== PROBLEM TO WORK ON ==
Copy each line in the data that includes the word "highway".

== Collected data ==
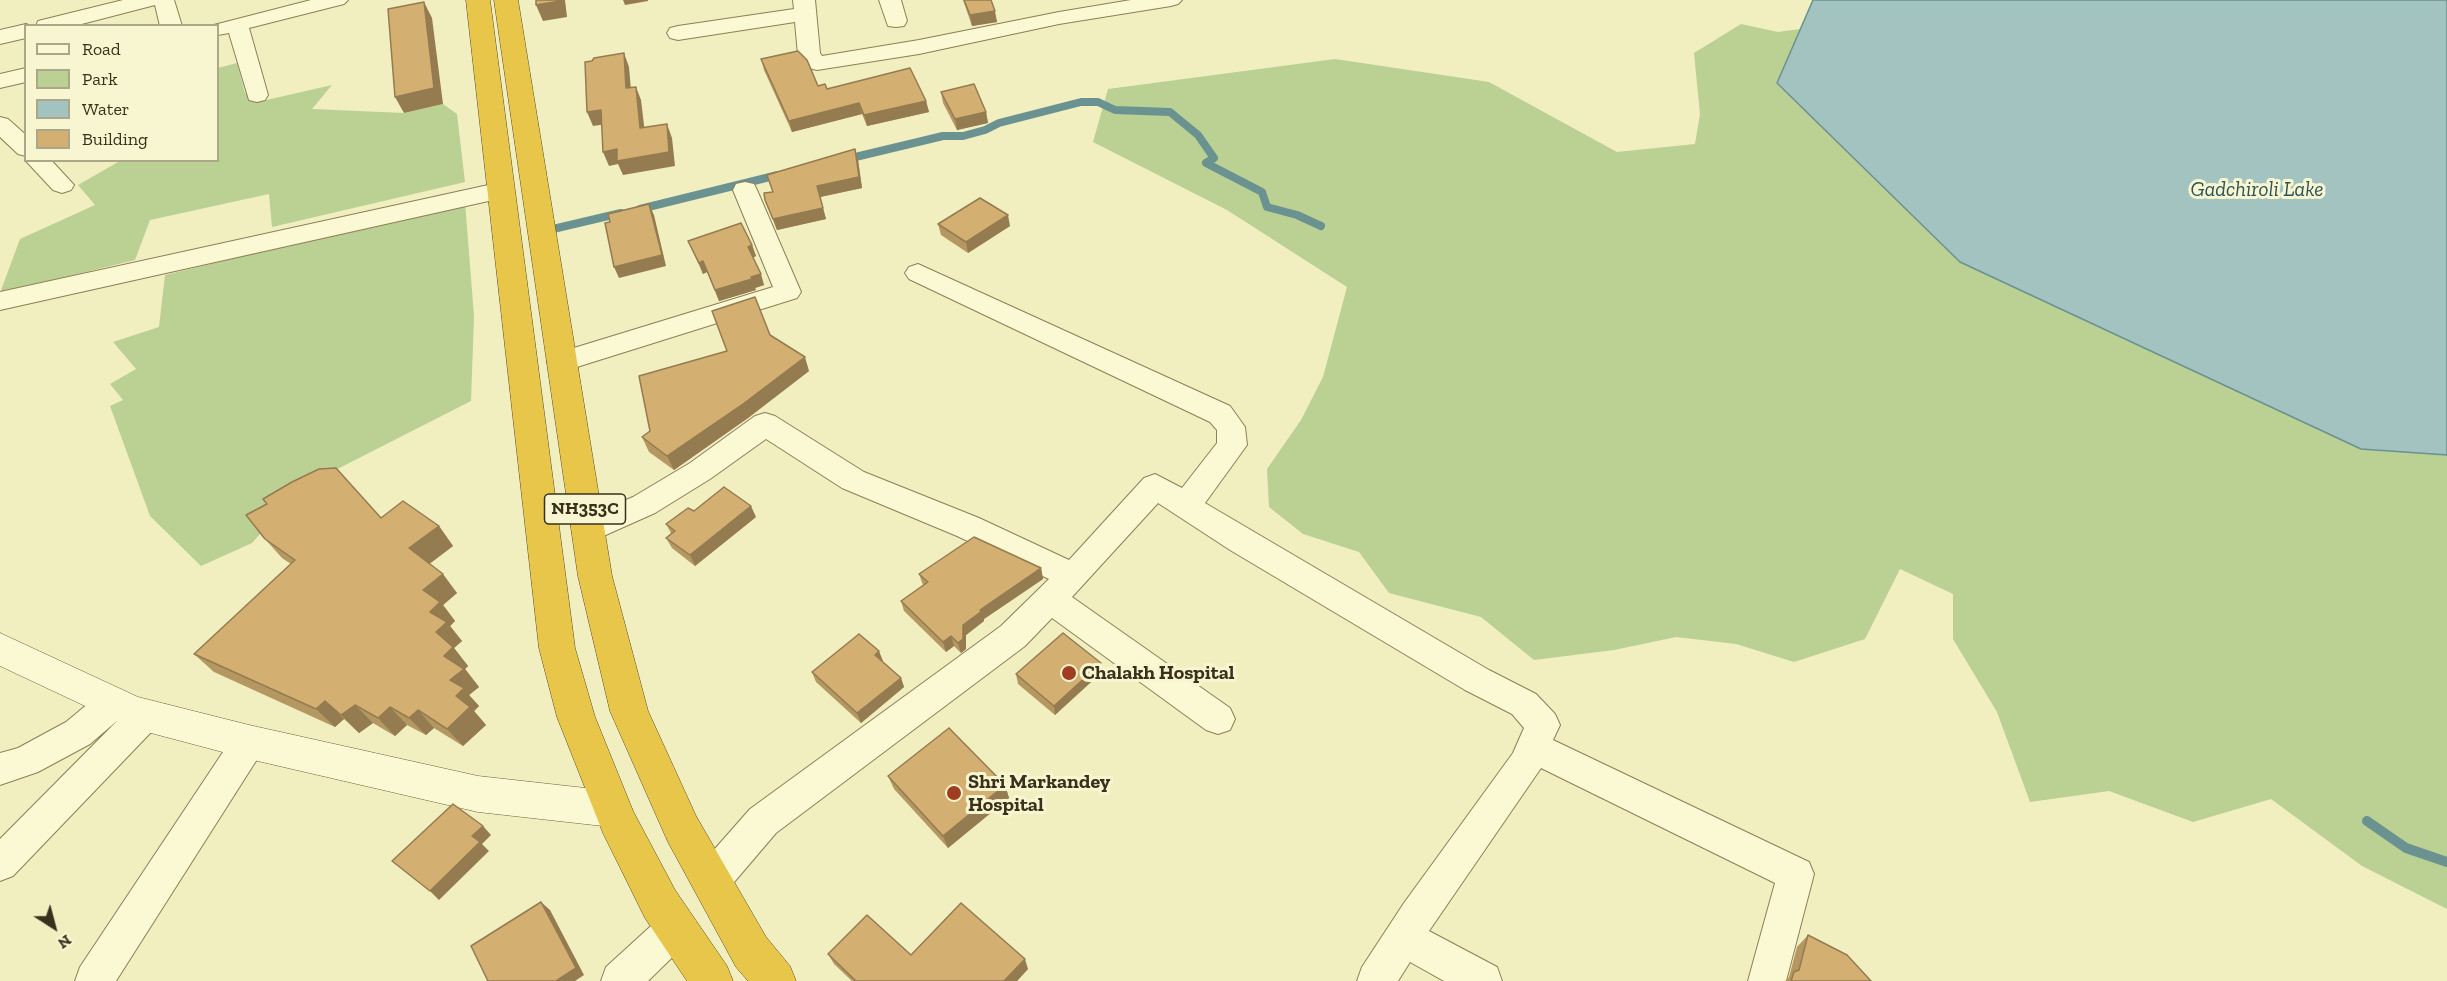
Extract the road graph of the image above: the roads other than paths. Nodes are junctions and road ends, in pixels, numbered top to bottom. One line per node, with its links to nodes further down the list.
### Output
1 (148, 0): 10 (street)
2 (162, 0): 11 (street)
3 (337, 0): 12 (street)
4 (478, 0): 23 (highway, NH353C)
5 (506, 0): 27 (highway, NH353C)
6 (890, 0): 9 (street)
7 (1171, 0): 8 (street)
8 (805, 7): 14 (street)
9 (896, 21)
10 (54, 24)
11 (171, 24)
12 (227, 27): 18 (street)
13 (24, 31): 15 (street)
14 (678, 33)
15 (0, 37)
16 (24, 75): 17 (street)
17 (0, 81)
18 (257, 95)
19 (0, 124): 20 (street)
20 (24, 147)
21 (40, 162): 22 (street)
22 (62, 185)
23 (502, 190): 26 (street); 38 (highway, NH353C)
24 (745, 190): 27 (street)
25 (918, 273): 28 (street)
26 (0, 301)
27 (561, 362): 29 (highway, NH353C)
28 (1186, 506): 30 (street); 36 (street)
29 (588, 529): 30 (street); 40 (highway, NH353C)
30 (1073, 576): 31 (street)
31 (1050, 599): 34 (street); 40 (street)
32 (0, 648): 33 (street)
33 (129, 709): 35 (street); 37 (street); 39 (street)
34 (1218, 719)
35 (249, 742): 38 (street); 43 (street)
36 (1533, 747): 42 (street); 49 (street)
37 (0, 769)
38 (612, 809): 41 (highway, NH353C)
39 (0, 864)
40 (711, 881): 46 (highway, NH353C)
41 (676, 928): 44 (street); 45 (highway, NH353C)
42 (1404, 938): 47 (street); 48 (street)
43 (94, 981)
44 (620, 981)
45 (712, 981)
46 (775, 981)
47 (1376, 981)
48 (1483, 981)
49 (1767, 981)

== EXERCISE RESULT ==
4 (478, 0): 23 (highway, NH353C)
5 (506, 0): 27 (highway, NH353C)
23 (502, 190): 26 (street); 38 (highway, NH353C)
27 (561, 362): 29 (highway, NH353C)
29 (588, 529): 30 (street); 40 (highway, NH353C)
38 (612, 809): 41 (highway, NH353C)
40 (711, 881): 46 (highway, NH353C)
41 (676, 928): 44 (street); 45 (highway, NH353C)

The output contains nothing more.